Edition: Cassette version limited to just 66 hand-numbered copies.
01. Ozeane Der Zeit
02. Kalte Night
03. Die Karpathen
05. Der Pfahler
06. Sehe Deinen Tod
07. Ein Meer Aus Schmerzen
08. Herr Uber Die Winde
09. Aufstieg Verforener Seelen
10. Blut (Part I)
11. Blut (Part II)
14. Leben, Tod, Untodt (bonus track for this release only)
15. Zu Ende
Somewhat of a complicated history to this release. As I understand it, the original "Blut" recordings were made in winter 1998/99 at the W.A.R. Studios in Linz, but although committed to disc with a rather nice 'werewolf' cover design the CDr was not officially released at the time. Jump forward to 2008 and the "Sanguis" digipak was released by Hrossharsgrani with the accompanying spiel:
However, in between these phases the 'Blut' album did receive a formal release, albeit a very limited one, courtesy of Werwolf Productions in Italy, in a hand-numbered tape format of just 66 pieces (my copy is #8) complete with an 'unreleased bonus track'. The tape itself is also autographed by Hugin towards the right middle side, as you can see if you click on the photo to expand it.

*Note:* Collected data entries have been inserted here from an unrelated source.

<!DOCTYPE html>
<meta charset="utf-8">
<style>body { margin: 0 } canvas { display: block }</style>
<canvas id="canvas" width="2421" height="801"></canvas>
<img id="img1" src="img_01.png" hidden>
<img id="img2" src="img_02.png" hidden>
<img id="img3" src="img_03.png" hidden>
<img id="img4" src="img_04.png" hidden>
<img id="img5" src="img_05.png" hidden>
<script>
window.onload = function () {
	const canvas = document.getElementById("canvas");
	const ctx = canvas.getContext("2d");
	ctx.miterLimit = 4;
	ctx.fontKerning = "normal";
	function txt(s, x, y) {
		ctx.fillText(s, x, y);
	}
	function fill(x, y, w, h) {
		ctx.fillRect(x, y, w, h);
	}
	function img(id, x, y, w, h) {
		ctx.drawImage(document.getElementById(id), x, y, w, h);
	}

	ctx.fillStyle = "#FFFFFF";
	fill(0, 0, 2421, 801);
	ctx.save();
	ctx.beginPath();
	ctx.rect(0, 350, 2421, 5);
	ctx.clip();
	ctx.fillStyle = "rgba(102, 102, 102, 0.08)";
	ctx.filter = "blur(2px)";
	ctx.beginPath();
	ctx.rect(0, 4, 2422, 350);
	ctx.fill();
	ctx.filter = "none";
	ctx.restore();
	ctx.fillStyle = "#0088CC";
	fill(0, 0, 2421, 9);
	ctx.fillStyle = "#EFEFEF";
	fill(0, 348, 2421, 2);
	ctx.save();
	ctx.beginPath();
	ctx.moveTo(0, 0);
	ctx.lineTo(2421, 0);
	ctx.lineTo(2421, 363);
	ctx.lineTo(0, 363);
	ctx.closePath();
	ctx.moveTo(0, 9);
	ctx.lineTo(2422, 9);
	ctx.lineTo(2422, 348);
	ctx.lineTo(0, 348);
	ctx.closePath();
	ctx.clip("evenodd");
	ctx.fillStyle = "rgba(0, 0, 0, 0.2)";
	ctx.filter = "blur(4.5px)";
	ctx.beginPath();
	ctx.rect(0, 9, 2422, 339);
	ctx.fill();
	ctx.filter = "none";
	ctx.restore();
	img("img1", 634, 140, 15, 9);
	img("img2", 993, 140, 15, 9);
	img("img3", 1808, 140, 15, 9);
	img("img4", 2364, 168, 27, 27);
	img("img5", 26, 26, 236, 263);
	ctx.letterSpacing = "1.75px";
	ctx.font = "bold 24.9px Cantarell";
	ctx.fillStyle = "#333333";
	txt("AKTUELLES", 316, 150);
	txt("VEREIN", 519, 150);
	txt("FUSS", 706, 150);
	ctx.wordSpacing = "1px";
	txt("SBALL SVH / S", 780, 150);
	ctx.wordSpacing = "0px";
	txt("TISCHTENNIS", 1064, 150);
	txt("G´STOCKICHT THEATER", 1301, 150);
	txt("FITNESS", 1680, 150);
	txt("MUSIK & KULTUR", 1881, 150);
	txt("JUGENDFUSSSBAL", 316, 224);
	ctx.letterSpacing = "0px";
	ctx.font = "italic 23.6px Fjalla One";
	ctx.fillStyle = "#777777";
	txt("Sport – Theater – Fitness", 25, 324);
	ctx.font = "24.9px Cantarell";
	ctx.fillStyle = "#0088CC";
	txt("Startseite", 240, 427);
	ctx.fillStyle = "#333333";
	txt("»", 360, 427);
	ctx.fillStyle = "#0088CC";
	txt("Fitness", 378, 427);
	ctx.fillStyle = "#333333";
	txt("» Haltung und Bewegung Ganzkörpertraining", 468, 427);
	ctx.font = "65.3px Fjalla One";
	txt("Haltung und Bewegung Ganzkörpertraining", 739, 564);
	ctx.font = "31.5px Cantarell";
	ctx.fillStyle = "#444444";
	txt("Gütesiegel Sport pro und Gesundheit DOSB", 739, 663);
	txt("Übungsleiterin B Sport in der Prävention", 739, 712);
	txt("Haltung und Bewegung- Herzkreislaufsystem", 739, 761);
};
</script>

I managed to track my copy down on eBay some years ago, and it was the first - and last - time I've actually seen one for sale. So it's not quite the 'lost for a decade' release that the 'Sanguis' release would have you believe, but it's close! Incidentally, I'll be covering the 'Sanguis' digipak in detail on a separate Blog entry, as it reworks the many songs from the original demo into fewer, revised compositions and thus can largely be seen as a release in its own right.
So - back to 'Blut (Version 2003)' then. Well, with 15 tracks on offer you may be thinking "I know exactly what to expect from this Hross' release - epic drumming, extensive sampled battle-scenes, deep Germanic vocals over galloping Viking-esque synths, and so forth." In fact, leave your preconceived notions by the door on the way in, as this release is far more ephemeral than later releases proved to be, possibly a function of the Hrossharsgrani identity developing over time from this early beginning.
The tracks run into one another, and without the benefit of clear track demarcations offered in the digital world it proves difficult to attempt a review of this tape on a song by song basis. That said, to undertake such a task would be somewhat futile as the demo taken as a whole is the best way to approach what is on offer here. And what a mixed bag that proves to be, to be sure: we have orchestral parts, choral parts (female and male), ominous and eerie keyboard passages that would suit an Elisabetha horror-play, brooding atmospheric segues (spoken and musical) that lead into slower, more measured drum-led songs or synth pieces that nod quietly to old-school OMD at times.
It's a real cornucopia of atmospheric ambiance, and whilst it may not be entirely what you might have expected the original demo of this project to sound like it's certainly a winner with me!